## Data section
++++++++++++++++++++

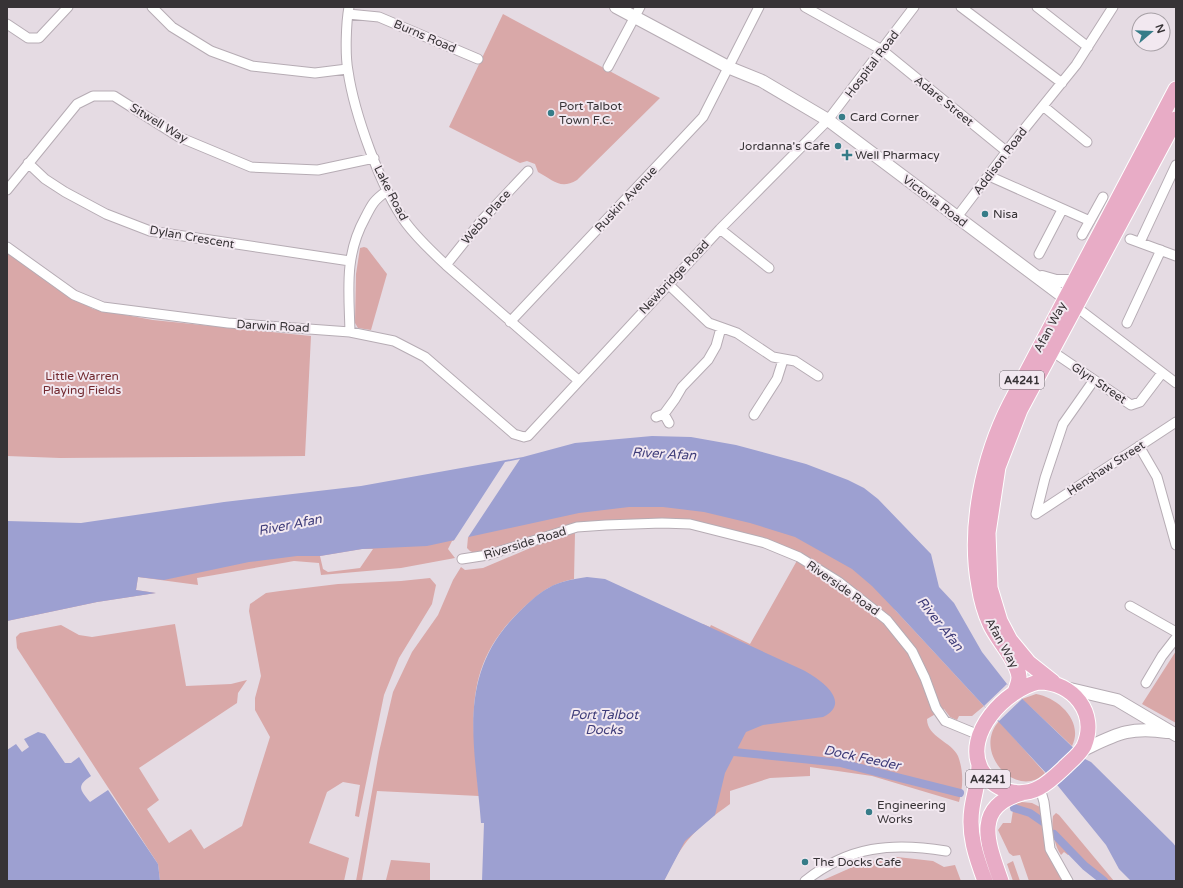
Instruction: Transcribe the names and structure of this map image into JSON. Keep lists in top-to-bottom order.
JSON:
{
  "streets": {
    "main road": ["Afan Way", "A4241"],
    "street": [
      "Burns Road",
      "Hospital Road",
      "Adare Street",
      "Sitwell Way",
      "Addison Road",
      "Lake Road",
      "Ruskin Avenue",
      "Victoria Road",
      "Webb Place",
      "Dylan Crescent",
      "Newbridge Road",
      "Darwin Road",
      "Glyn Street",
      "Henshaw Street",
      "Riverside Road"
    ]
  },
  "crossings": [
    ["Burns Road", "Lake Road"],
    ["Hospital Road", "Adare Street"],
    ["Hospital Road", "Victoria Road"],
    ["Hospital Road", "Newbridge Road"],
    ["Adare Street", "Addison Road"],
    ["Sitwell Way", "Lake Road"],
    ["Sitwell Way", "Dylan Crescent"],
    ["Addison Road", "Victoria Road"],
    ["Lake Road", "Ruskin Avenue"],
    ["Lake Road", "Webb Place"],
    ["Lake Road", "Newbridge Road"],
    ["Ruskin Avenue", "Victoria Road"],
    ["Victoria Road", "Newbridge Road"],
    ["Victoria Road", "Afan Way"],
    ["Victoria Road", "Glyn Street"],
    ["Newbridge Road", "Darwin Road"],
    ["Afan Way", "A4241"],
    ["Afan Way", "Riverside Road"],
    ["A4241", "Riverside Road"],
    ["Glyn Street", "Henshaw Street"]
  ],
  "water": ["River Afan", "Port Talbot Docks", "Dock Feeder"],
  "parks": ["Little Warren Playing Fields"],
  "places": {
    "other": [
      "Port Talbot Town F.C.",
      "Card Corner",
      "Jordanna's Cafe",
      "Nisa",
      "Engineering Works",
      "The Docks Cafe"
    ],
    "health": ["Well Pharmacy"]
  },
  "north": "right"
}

++++++++++++++++++++

## Task prompt
After reading through the material, report every line that holds "Hospital".

## Solved exercise
      "Hospital Road",
    ["Hospital Road", "Adare Street"],
    ["Hospital Road", "Victoria Road"],
    ["Hospital Road", "Newbridge Road"],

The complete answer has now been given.